Dave Irwin, 50 of Washington, retires from Tyne and Wear Fire and Rescue Service (TWFRS) having served most recently as a Crew Manager with Red Watch at Birtley Community Fire Station.
His career as a firefighter began in 2000 and saw him respond to countless fires, road traffic accidents and rescues over the last two-and-a-half decades.
But it was a devastating family bereavement over seven-years ago, that has seen Dave tirelessly supporting water safety campaigns in recent years.
On December 23rd, 2016, he tragically lost his beloved son Ross, when he drowned in the River Wear at Fatfield, Washington, following a night out with friends.
It was believed that the 22-year-old lost his footing on the water’s edge along the river bank – after telling friends he was going to get a taxi home.
As part of Dave’s passionate campaigning he also helped to oversee the installation of vital lifesaving throwline equipment along the stretch of the River Wear where Ross lost his life.
This included Dave, alongside a number of amazing volunteers, tackling a sponsored walk up England’s tallest mountain.
The fundraiser at Scafell Pike in the Lake District, raised over £3,000 for the purchase of essential water safety equipment, which was match-funded by Sunderland City Council.
“It feels quite surreal at the moment knowing that I’m leaving a role that has played such a big part in my life,” said Dave.
“It has been thoroughly enjoyable serving the people of Tyne and Wear, and I can honestly say that I’ve made some life-long friendships along the way.
“But it has been the support from fellow firefighters towards myself and my family after Ross’s death that I will never forget as they have been unbelievable.”
Firefighting has always been in Dave’s blood as before joining TWFRS he spent six-years as a firefighter in the Royal Air Force at RAF Scampton, and three-years at Newcastle Airport.
During his two decades with the Service, Dave worked at Birtley, Rainton Bridge and Washington Community Fire Stations alongside a spell at the Brigade’s Training Centre.
But Dave wants his stand out legacy to be the water safety campaigning that he helped to champion across the region.

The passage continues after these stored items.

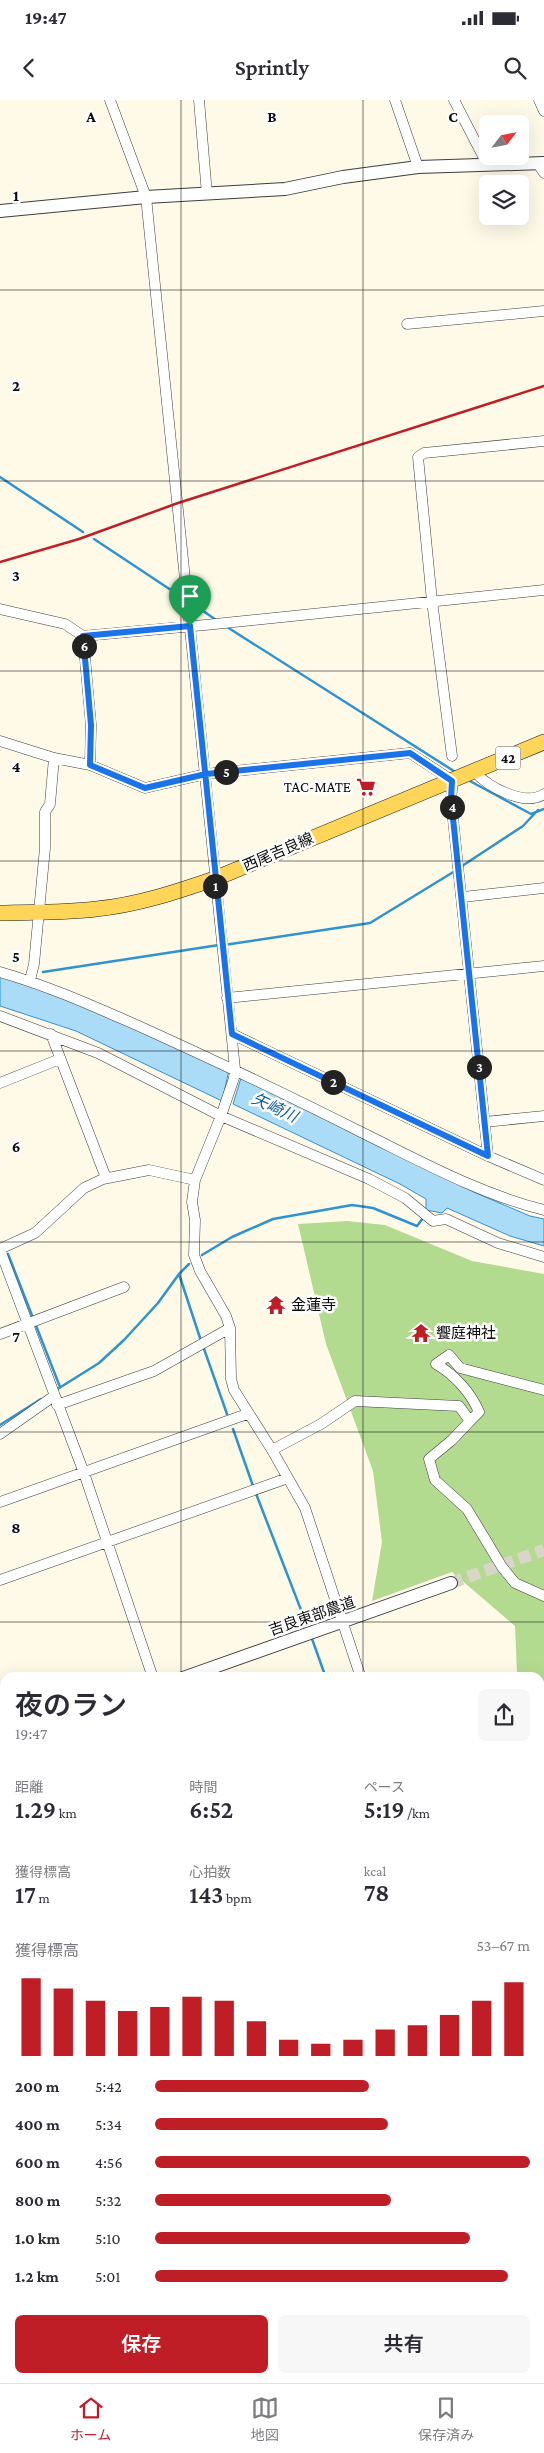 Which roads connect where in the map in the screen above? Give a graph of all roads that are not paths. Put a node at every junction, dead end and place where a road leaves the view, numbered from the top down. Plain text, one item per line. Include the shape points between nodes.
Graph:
1 (110, 100) edge
2 (199, 100) edge
3 (394, 100) edge
4 (454, 100) edge
5 (479, 148) edge
6 (479, 164) edge
7 (505, 165) edge
8 (418, 167) junction
9 (542, 167) edge
10 (207, 194) junction
11 (146, 197) junction
12 (0, 211) edge
13 (544, 310) edge
14 (407, 324) dead end
15 (544, 441) edge
16 (544, 590) edge
17 (432, 602) junction
18 (0, 609) edge
19 (190, 621) junction
20 (83, 636) junction
21 (0, 741) edge
22 (544, 742) edge
23 (452, 756) dead end
24 (54, 758) junction
25 (90, 765) junction
26 (473, 772) junction
27 (206, 774) junction
28 (452, 781) junction
29 (544, 794) edge
30 (214, 879) junction
31 (544, 888) edge
32 (463, 897) junction
33 (0, 913) edge
34 (39, 914) junction
35 (544, 966) edge
36 (0, 972) edge
37 (469, 973) junction
38 (30, 980) junction
39 (227, 998) junction
40 (0, 1016) edge
41 (51, 1034) junction
42 (232, 1034) junction
43 (60, 1059) junction
44 (234, 1073) junction
45 (0, 1083) edge
46 (221, 1116) junction
47 (544, 1116) edge
48 (484, 1122) junction
49 (488, 1156) junction
50 (106, 1178) junction
51 (195, 1180) junction
52 (544, 1180) edge
53 (544, 1210) edge
54 (0, 1250) edge
55 (544, 1257) edge
56 (124, 1287) dead end
57 (29, 1323) junction
58 (230, 1328) junction
59 (0, 1334) edge
60 (544, 1390) edge
61 (56, 1401) junction
62 (248, 1414) junction
63 (470, 1421) junction
64 (0, 1434) edge
65 (272, 1450) junction
66 (84, 1473) junction
67 (288, 1478) junction
68 (0, 1502) edge
69 (108, 1543) junction
70 (0, 1580) edge
71 (451, 1583) tunnel mouth
72 (544, 1596) edge
73 (342, 1623) junction
74 (151, 1672) edge
75 (200, 1672) edge
76 (359, 1672) edge

1 - 11 street
2 - 10 street
3 - 8 street
4 - 5 street
6 - 8 street
7 - 9 street
8 - 10 street via 285,189
10 - 11 street
11 - 12 street
11 - 19 street
13 - 14 street
15 - 17 street via 424,453 418,457
16 - 17 street
17 - 19 street via 205,626
17 - 23 street
18 - 20 street via 65,624
19 - 20 street
19 - 27 street
20 - 25 street via 91,725
21 - 24 street
22 - 26 main road, 西尾吉良線 / 42
24 - 25 street
24 - 34 street via 50,804 45,812
25 - 27 street via 145,788
26 - 28 main road, 西尾吉良線 / 42
26 - 29 street via 518,796 538,798
27 - 28 street via 410,753
27 - 30 street
28 - 30 main road, 西尾吉良線 / 42
28 - 32 street via 451,799
30 - 34 main road, 西尾吉良線 / 42 via 160,897 97,909
30 - 39 street
31 - 32 street
32 - 37 street
33 - 34 main road, 西尾吉良線 / 42
34 - 38 street
35 - 37 street
36 - 38 street
37 - 39 street
37 - 48 street
38 - 44 street
39 - 42 street
40 - 41 street
41 - 43 street
41 - 46 street via 98,1052
42 - 44 street
42 - 49 street
43 - 45 street
43 - 50 street
44 - 46 street
44 - 53 street via 466,1183 519,1204
46 - 51 street
46 - 55 street via 369,1179 406,1198 433,1221 446,1219 498,1243
47 - 48 street
48 - 49 street
49 - 52 street
50 - 51 street via 149,1170
50 - 54 street via 84,1188 36,1233
51 - 58 street via 192,1202 194,1255
54 - 57 street
56 - 57 street
57 - 59 street
57 - 61 street
58 - 61 street via 154,1371
58 - 62 street via 231,1379
60 - 63 street via 460,1368 449,1354 436,1364 448,1371 474,1400 480,1412
61 - 64 street
61 - 66 street
62 - 65 street
62 - 66 street
63 - 65 street via 459,1406 355,1401 321,1424
63 - 72 street via 429,1459 435,1480 467,1509 515,1583
65 - 67 street
66 - 68 street
66 - 69 street
67 - 69 street
67 - 73 street via 311,1523
69 - 70 street
69 - 74 street
71 - 73 street, 吉良東部農道
73 - 75 street, 吉良東部農道
73 - 76 street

He said: “I’m extremely proud of what we’ve managed to achieve because it’s really important for people to learn about the dangers of cold water shock.
“As what we found out to our sorrow, is that most of the recent drownings in regional waterways could’ve been prevented. Especially if those individuals had the knowledge about the deadly combination of alcohol consumption and the freezing North East waters.

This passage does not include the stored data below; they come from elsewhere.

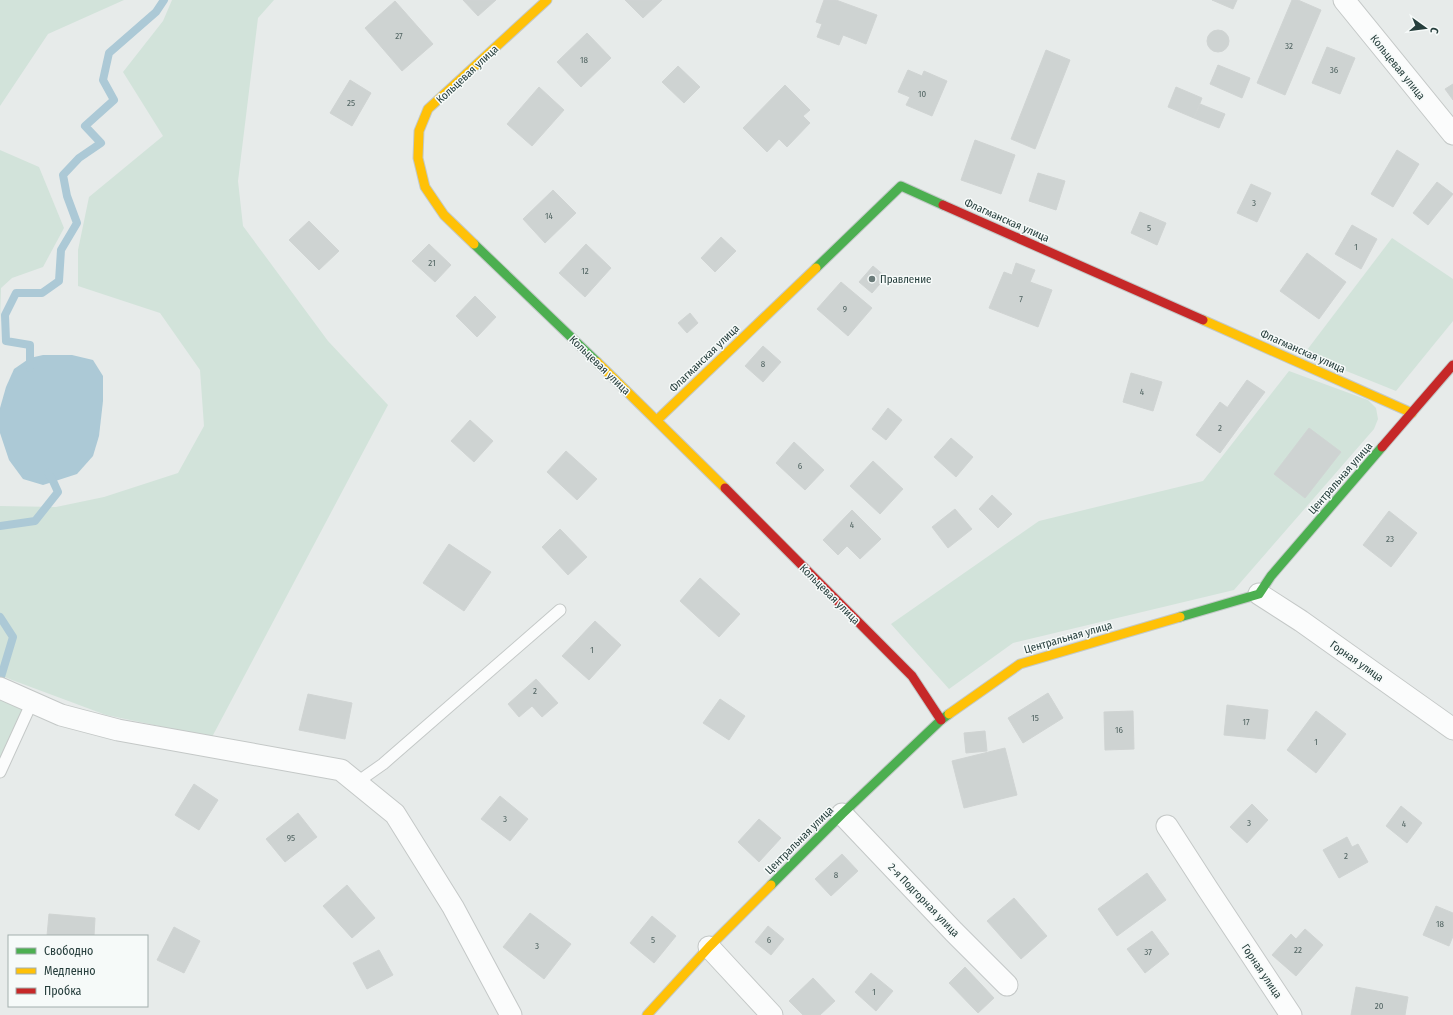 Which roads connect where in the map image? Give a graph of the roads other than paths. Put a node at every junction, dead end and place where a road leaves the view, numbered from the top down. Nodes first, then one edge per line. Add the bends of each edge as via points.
1 (547, 0) edge
2 (1344, 0) edge
3 (1453, 134) edge
4 (1453, 365) edge
5 (1412, 413) junction
6 (657, 420) junction
7 (1259, 594) junction
8 (560, 610) dead end
9 (0, 688) edge
10 (32, 702) junction
11 (941, 720) junction
12 (1453, 729) edge
13 (0, 772) edge
14 (356, 783) junction
15 (842, 814) junction
16 (1167, 826) dead end
17 (709, 947) junction
18 (1007, 985) dead end
19 (511, 1015) edge
20 (647, 1015) edge
21 (772, 1015) edge
22 (1291, 1015) edge

1 - 6 street, Кольцевая улица via 428,109 419,131 418,158 425,187 444,215
2 - 3 street, Кольцевая улица
4 - 5 street, Центральная улица
5 - 6 street, Флагманская улица via 902,186
5 - 7 street, Центральная улица via 1271,576
6 - 11 street, Кольцевая улица via 912,676
7 - 11 street, Центральная улица via 1020,664
7 - 12 street, Горная улица
8 - 14 lane via 383,764
9 - 10 street
10 - 13 lane
10 - 14 street via 61,714 118,730 340,770
11 - 15 street, Центральная улица
14 - 19 street via 395,814 453,907
15 - 17 street, Центральная улица
15 - 18 street, 2-я Подгорная улица
16 - 22 street, Горная улица
17 - 20 street, Центральная улица
17 - 21 street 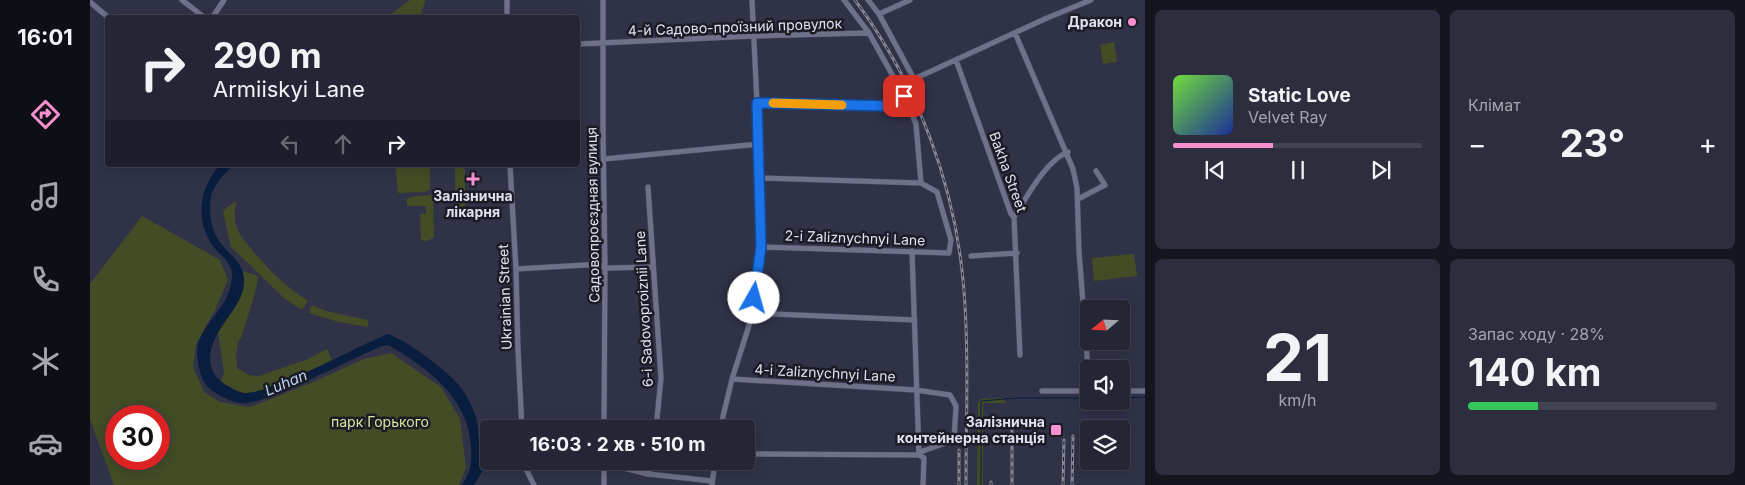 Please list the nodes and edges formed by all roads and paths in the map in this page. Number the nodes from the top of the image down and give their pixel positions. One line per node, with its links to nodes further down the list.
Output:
1 (182, 0): 13 (street)
2 (224, 0): 14 (street)
3 (507, 0): 15 (street)
4 (603, 0): 19 (street, Садовопроєздная вулиця)
5 (752, 0): 18 (street)
6 (844, 0): 17 (street)
7 (868, 0): 11 (street)
8 (910, 0): 11 (street)
9 (1091, 0): 16 (street)
10 (90, 2): 12 (street)
11 (879, 14): 21 (street)
12 (105, 15)
13 (201, 15)
14 (214, 15)
15 (507, 15)
16 (1015, 32): 21 (street); 25 (street)
17 (869, 33): 18 (street, 4-й Садово-проїзний провулок); 22 (street)
18 (754, 36): 19 (street, 4-й Садово-проїзний провулок); 23 (street)
19 (603, 43): 20 (street, 4-й Садово-проїзний провулок); 26 (street, Садовопроєздная вулиця)
20 (580, 44)
21 (956, 60): 33 (street, Bakha Street)
22 (904, 96): 23 (street); 30 (street)
23 (757, 103): 24 (street)
24 (759, 144): 26 (street); 29 (street)
25 (1068, 152): 32 (street); 33 (street)
26 (604, 160): 39 (street, Садовопроєздная вулиця)
27 (510, 167): 40 (street, Ukrainian Street)
28 (1096, 171): 32 (street)
29 (760, 178): 30 (street); 34 (street)
30 (921, 183): 35 (street, 2-i Zaliznychnyi Lane)
31 (648, 187): 38 (street, 6-i Sadovoproiznii Lane)
32 (1078, 199): 44 (street)
33 (1014, 217): 36 (street, Bakha Street)
34 (761, 247): 35 (street, 2-i Zaliznychnyi Lane); 41 (street)
35 (912, 251): 42 (street)
36 (1017, 253): 37 (street); 43 (street, Bakha Street)
37 (971, 256)
38 (653, 267): 39 (street); 53 (street, 6-i Sadovoproiznii Lane)
39 (605, 268): 40 (street); 52 (street, Садовопроєздная вулиця)
40 (516, 269): 51 (street, Ukrainian Street)
41 (753, 313): 42 (street); 45 (street)
42 (915, 320): 46 (street)
43 (1020, 355)
44 (1087, 360)
45 (732, 380): 46 (street, 4-i Zaliznychnyi Lane); 54 (street)
46 (916, 390): 56 (street); 56 (street, 4-i Zaliznychnyi Lane)
47 (1080, 391): 50 (street)
48 (1130, 391): 49 (street)
49 (1145, 391)
50 (1042, 392)
51 (522, 420)
52 (604, 420)
53 (657, 420)
54 (722, 420)
55 (755, 454): 56 (street)
56 (919, 455): 66 (street)
57 (526, 470): 64 (street)
58 (604, 470): 65 (street)
59 (633, 470): 62 (street)
60 (649, 470): 62 (street)
61 (714, 470): 63 (street)
62 (648, 474): 63 (street)
63 (712, 483)
64 (534, 485)
65 (604, 485)
66 (923, 485)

“Hindsight is a wonderful thing but there’s never a day goes by when I don’t ask myself what if?
“What if Ross hadn’t of slipped and ended up in the water? But as I don’t have magic wand I can’t turn back time.
“But what I do have is the opportunity to help educate and warn people of all ages about the dangers of the water, and the impact it can have on so many lives, not just the victims themselves but also the friends and family they are leaving behind.”
Dave said he’ll still be supporting regional and national awareness events such as “Don’t Drink and Drown” organised by the Royal Life Saving Society UK (RLSS), and other campaigns delivered by the Fire Service and the RNLI.
Dale Howey, Head of Learning & Development, said: “When a firefighter retires, we like to look back and celebrate their achievements, and in Dave’s case, he is leaving us with a lasting legacy that will continue to save lives for years to come.
“Not only through the training that he delivered to fellow firefighters. The incidents he attended as an operational firefighter. The friend he has been to myself and so many other people in the Service. But also the vital water safety campaigning that he championed in memory of his son, Ross.
“We wish Dave all the best for his retirement and the next chapter in his life.”